How many exhibition works:
- 20 - 29
Opera Gallery is pleased to present "Marc Chagall, the Poetry of Emotions," an exhibition-event dedicated exclusively to the works of the Franco-Russian artist, a key figure in modern art.
Over the years, Opera Gallery has built up one of the most important private collections in the world, consisting of works ranging from the 1930s until Chagall's death in 1985. These works will be exhibited in Paris from March 18 to April 19, 2023.
Among the twenty emblematic works on display, each bearing witness to Chagall's intimate and personal history, the public will find the artist's favorite themes: his muse and first companion Bella Rosenfeld, pairs of lovers - Study for "The Lovers on the Bridge"; Couple in the Moonlight; The Lover with the Red Profile and the Blue Donkey -, musicians - The Fiddler -, animals - The Green Donkey -, hybrid creatures, but also his childhood memories in Vitebsk, flowers - Lovers with a Bouquet -, circus scenes - Multicolored Clown -, landscapes of exile.
Full of vivid colors and light, Marc Chagall's works reveal the heart and soul of an artist brimming with love for everything around him.
"I love the love. Everything I paint is about love and our destiny. Love helps me find color. You could even say it finds the color itself and I put it on the canvas. It is stronger than me and comes from the depths of my soul. That is how I see life."
(Marc Chagall in conversation with art critic Vassili Kamenski)
The firstborn of nine children, Marc Chagall was born in 1887 in Liozna, in the Vitebsk region, which he considered the "naive paradise of childhood" and which he depicted on numerous occasions in his compositions. Raised in a Chassidic Jewish family in which dreams, festivals and joy were enhanced by a perpetual wonder, Chagall turned everything he saw into a fairy tale.
The artist had a tumultuous life, punctuated by exiles and successive travels in a Europe scarred by pogroms and the Holocaust. Indeed, the development of his career and world conflicts forced him to move several times between France, Germany and Russia, while remaining in the United States. Chagall sought to infuse his works with a happiness that he hoped would become universal: religion, love and life were inexhaustible sources of joy for him, imbued with a powerful poetic aura that defined all his art: "If all life inevitably ends, we must color it with our colors of love and hope."
Often compared with various art movements, such as late Fauvism or nascent Cubism, Chagall did not belong to any school and worked in total freedom. He used to say, "I don't want to be the same as others, I want to see a new world"-which is probably why the style of his compositions is so unique. In fact, his depiction of people, animals and objects often defies the laws of imagination, gravity and even logic.

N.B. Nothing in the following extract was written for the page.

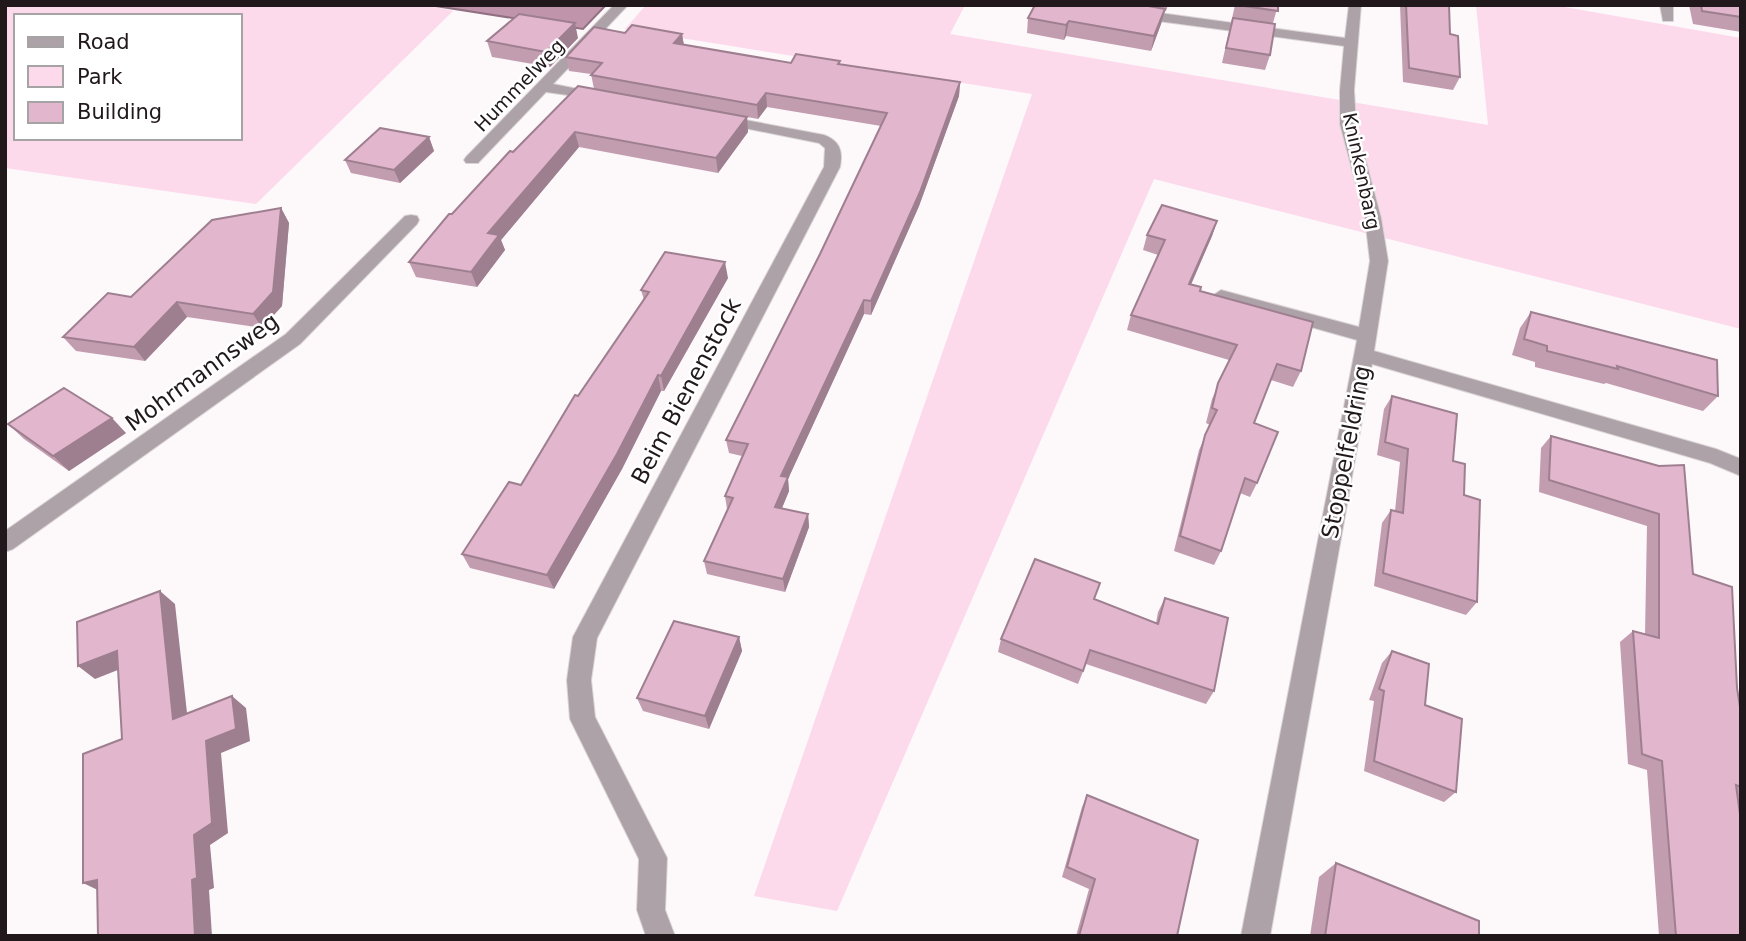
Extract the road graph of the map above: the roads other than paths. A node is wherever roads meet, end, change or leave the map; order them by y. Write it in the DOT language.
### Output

Throughout his particularly rich and diverse career, Chagall took on a multitude of important commissions, both public and private. The artist created stained glass windows in Metz, Reims, Jerusalem and at the United Nations headquarters in New York, Zurich and Mainz. In addition, he painted a fresco at the Opéra National de Paris and a curtain at the Metropolitan Opera in New York. He has also done mosaics-The Four Seasons, 1974, Chicago-, tapestries, including the Gobelins tapestries woven for the Knesset (the Israeli parliament), and plays such as the sets and costumes for Daphnis et Chloé at the Opéra national de Paris.
Chagall also produced a large number of lithographs and etchings for illustrations and ceramics. After meeting Guillaume Apollinaire and Blaise Cendrars, with whom he could converse in Russian, he also tried his hand at poetry. In 1973 the Marc Chagall National Museum was opened in Nice, France. Marc Chagall died in 1985 in Saint-Paul-de-Vence, where he is buried, leaving behind a prolific, sometimes daring, but always exciting body of work.